Search the data for the word "rows" and copy every line that contains it.

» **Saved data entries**
========================

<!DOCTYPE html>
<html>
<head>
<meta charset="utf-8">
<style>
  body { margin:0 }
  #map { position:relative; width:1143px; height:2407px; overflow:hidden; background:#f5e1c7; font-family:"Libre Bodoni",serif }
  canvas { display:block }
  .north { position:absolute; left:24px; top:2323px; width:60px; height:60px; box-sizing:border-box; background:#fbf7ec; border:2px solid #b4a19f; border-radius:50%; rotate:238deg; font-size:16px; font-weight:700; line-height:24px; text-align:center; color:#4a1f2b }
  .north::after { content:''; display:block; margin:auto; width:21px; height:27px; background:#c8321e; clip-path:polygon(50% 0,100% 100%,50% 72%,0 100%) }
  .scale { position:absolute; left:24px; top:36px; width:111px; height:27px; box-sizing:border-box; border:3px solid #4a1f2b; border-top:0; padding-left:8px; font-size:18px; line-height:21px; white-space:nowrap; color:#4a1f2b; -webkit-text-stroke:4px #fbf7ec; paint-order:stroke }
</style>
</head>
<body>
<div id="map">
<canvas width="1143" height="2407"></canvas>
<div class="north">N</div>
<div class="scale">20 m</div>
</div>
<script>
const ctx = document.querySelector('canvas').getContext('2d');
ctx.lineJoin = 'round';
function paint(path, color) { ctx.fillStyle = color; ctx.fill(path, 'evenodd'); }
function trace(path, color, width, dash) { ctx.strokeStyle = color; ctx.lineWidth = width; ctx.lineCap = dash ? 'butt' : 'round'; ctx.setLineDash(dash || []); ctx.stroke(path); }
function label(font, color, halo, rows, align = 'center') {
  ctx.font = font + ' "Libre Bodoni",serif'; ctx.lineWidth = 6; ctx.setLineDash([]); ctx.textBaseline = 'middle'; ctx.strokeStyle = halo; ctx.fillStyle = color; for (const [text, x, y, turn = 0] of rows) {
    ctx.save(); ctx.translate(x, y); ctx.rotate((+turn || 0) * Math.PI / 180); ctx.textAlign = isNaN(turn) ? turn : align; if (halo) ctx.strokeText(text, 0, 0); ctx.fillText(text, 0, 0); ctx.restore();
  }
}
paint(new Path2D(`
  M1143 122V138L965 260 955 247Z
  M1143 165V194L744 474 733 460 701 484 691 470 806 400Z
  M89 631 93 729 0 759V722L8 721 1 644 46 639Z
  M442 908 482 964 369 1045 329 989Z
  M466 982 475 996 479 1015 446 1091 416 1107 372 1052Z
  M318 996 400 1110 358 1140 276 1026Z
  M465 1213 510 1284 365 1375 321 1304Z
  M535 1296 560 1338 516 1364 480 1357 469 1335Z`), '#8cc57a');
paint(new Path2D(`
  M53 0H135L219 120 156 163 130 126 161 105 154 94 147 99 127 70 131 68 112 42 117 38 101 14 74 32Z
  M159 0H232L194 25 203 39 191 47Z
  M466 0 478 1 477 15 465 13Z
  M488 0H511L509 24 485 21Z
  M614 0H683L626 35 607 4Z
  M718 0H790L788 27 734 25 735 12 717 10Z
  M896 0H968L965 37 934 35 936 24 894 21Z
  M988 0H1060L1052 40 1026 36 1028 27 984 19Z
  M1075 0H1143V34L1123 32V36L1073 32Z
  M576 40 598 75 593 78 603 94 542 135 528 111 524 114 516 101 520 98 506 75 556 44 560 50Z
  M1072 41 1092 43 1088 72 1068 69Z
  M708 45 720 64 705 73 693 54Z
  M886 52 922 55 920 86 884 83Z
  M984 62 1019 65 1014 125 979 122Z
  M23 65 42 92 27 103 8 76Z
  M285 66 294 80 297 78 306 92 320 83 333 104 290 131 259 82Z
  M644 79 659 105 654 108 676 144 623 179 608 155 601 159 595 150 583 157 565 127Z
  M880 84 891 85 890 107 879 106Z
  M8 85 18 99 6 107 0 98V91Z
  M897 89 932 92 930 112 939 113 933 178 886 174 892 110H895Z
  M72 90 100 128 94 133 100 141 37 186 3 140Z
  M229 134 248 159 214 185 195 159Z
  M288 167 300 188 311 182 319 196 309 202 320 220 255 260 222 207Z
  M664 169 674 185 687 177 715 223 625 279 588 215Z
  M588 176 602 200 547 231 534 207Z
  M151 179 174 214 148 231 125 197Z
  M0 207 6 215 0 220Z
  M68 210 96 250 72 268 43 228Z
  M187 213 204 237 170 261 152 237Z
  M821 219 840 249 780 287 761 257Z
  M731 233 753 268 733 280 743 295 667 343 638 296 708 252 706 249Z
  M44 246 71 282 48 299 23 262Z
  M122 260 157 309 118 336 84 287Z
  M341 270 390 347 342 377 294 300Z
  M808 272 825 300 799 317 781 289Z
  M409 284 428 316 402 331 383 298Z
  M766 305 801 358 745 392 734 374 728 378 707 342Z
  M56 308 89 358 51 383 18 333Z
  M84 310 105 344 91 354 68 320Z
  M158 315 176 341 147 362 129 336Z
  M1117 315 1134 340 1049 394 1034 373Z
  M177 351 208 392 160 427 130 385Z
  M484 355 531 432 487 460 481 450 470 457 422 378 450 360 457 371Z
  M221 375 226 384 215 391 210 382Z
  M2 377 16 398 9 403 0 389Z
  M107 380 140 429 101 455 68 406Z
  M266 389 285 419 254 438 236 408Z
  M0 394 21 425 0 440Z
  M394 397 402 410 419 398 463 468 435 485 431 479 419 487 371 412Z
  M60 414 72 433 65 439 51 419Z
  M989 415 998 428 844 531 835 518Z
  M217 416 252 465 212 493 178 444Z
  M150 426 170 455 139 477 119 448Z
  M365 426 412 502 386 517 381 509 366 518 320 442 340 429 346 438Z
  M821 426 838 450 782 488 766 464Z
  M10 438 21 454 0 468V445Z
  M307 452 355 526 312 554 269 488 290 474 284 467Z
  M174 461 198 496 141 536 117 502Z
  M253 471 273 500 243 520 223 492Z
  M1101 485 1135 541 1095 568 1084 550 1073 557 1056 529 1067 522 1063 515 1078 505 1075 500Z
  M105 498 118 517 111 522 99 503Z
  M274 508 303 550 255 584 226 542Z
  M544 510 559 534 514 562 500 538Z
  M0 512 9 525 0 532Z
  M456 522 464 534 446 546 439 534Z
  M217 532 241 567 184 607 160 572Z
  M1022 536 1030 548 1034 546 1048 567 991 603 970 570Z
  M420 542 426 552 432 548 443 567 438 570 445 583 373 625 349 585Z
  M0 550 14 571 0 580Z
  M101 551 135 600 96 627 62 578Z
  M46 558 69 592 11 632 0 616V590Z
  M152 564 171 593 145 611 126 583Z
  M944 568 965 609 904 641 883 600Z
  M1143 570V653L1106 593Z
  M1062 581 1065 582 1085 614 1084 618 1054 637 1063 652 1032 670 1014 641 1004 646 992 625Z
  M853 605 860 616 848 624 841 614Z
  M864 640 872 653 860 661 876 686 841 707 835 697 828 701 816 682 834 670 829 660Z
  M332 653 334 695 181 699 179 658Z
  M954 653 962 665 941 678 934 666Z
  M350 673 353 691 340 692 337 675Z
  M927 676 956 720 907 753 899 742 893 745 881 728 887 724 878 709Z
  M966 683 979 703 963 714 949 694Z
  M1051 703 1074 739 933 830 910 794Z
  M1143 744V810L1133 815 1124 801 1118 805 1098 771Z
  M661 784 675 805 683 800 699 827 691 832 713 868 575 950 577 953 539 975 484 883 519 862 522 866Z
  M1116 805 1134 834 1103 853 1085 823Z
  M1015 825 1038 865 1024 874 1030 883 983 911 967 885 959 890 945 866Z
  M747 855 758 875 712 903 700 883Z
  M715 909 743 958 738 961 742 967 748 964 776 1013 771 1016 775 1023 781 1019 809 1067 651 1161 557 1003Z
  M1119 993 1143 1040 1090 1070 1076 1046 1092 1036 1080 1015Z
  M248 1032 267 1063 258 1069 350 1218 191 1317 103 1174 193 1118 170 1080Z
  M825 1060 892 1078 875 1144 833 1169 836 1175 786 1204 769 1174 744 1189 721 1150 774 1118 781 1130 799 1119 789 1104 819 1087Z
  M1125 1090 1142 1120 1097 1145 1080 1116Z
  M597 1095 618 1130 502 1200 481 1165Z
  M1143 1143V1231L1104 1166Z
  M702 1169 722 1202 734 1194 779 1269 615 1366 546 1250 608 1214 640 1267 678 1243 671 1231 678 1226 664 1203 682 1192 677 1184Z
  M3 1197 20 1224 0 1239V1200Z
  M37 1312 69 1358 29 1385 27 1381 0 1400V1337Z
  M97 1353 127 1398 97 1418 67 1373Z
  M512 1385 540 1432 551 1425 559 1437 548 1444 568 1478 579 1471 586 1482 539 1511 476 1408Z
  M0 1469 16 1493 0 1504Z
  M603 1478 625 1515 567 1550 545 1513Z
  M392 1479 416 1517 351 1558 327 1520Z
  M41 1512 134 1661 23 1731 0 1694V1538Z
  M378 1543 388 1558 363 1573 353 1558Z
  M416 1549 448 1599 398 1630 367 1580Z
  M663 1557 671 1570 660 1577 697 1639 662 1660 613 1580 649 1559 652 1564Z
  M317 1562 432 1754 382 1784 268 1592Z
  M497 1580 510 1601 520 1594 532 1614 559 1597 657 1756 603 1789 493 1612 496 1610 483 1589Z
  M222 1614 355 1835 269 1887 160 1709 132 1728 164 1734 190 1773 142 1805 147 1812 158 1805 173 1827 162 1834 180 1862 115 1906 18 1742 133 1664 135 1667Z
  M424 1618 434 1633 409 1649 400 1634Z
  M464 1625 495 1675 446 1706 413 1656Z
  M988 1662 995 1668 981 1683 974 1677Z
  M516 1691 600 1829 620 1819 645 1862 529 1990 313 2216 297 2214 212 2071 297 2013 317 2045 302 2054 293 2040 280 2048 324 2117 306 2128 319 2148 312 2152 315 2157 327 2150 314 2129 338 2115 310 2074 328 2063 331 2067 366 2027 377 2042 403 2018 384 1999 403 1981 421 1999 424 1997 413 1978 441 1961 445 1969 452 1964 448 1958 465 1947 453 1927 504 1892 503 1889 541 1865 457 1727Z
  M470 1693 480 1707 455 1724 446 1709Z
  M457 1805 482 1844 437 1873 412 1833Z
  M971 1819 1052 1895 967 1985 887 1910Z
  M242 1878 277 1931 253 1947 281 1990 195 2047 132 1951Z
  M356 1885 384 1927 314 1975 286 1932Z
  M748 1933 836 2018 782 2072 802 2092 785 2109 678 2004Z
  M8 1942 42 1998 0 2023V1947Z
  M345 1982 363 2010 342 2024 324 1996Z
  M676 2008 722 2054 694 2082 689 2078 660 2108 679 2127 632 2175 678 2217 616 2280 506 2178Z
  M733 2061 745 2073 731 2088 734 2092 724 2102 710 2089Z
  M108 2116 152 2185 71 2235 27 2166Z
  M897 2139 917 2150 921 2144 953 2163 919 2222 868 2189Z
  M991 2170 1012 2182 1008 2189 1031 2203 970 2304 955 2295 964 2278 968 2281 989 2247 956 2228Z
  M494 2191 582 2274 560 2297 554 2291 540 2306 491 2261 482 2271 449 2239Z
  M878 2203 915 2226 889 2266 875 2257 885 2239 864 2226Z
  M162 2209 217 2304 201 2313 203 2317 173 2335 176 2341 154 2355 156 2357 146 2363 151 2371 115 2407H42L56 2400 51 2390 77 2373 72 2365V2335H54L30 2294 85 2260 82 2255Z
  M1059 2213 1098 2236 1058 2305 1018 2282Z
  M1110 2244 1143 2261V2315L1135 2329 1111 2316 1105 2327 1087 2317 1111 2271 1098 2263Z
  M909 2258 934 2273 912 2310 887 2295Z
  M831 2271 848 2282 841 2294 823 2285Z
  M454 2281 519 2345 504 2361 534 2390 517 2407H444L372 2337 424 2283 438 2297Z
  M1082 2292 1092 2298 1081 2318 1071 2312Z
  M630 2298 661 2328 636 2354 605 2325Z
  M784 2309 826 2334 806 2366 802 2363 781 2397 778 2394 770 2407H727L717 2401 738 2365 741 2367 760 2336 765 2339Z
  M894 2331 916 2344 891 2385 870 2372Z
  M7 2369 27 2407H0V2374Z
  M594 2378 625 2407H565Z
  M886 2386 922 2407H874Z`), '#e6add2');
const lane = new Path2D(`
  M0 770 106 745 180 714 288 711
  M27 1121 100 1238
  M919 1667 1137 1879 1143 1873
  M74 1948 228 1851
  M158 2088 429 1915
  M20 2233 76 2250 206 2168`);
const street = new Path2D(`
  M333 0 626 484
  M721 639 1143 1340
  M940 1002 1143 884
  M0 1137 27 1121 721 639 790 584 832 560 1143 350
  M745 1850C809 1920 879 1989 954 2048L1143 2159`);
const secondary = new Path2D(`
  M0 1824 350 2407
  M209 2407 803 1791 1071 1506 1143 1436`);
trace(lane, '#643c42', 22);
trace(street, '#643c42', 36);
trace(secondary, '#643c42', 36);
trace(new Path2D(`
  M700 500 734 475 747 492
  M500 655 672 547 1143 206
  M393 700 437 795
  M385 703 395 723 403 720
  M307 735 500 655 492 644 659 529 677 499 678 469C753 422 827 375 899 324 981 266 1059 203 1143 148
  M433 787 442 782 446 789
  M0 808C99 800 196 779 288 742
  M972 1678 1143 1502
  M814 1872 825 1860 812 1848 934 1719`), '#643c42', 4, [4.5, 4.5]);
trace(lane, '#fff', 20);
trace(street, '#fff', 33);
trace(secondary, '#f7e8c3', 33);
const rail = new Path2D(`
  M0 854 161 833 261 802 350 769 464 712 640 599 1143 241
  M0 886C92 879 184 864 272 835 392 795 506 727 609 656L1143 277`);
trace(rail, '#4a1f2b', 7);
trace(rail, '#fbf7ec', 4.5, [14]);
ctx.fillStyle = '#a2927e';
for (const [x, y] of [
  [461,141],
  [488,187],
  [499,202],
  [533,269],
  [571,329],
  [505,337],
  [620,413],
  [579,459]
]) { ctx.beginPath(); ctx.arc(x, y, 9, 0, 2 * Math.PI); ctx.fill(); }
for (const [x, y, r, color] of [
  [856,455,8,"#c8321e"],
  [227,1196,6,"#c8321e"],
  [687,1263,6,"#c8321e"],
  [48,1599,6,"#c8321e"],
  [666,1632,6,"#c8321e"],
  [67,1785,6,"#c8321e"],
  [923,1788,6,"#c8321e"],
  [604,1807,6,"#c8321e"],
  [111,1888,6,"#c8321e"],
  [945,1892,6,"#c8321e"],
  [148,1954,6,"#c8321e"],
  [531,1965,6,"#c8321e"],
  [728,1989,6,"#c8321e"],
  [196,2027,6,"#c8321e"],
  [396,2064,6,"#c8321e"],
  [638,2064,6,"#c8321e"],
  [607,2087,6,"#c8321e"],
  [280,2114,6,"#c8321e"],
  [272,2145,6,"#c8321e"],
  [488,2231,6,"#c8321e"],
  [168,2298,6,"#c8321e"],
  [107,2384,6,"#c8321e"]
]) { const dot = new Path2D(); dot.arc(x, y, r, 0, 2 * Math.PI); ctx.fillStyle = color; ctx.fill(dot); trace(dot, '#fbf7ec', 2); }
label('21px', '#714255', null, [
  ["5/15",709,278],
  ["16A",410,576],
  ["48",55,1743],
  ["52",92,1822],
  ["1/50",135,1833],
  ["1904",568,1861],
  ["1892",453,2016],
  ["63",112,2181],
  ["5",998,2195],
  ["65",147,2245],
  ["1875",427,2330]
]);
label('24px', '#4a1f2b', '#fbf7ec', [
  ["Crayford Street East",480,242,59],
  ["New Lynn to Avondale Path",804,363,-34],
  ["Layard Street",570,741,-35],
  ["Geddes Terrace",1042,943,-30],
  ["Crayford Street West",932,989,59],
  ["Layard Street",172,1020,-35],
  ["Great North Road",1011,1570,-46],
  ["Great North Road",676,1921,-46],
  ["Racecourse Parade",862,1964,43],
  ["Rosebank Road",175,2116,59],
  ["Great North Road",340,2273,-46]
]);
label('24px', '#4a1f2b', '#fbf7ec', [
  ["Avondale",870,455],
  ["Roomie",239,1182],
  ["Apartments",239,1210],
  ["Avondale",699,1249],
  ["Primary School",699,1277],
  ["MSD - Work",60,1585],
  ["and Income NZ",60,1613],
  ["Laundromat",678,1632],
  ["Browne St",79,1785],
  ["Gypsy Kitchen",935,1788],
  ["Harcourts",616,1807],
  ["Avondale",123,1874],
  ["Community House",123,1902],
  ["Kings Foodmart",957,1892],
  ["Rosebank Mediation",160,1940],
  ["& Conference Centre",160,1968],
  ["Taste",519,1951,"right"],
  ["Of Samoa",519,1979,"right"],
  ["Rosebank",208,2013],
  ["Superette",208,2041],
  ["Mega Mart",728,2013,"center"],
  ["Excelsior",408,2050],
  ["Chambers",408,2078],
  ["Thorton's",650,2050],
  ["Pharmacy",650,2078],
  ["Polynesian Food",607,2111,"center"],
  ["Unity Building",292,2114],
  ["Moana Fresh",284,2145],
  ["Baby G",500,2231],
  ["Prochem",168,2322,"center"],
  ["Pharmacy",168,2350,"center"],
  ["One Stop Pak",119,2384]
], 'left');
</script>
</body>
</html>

========================

» **Written answer**
function label(font, color, halo, rows, align = 'center') {
  ctx.font = font + ' "Libre Bodoni",serif'; ctx.lineWidth = 6; ctx.setLineDash([]); ctx.textBaseline = 'middle'; ctx.strokeStyle = halo; ctx.fillStyle = color; for (const [text, x, y, turn = 0] of rows) {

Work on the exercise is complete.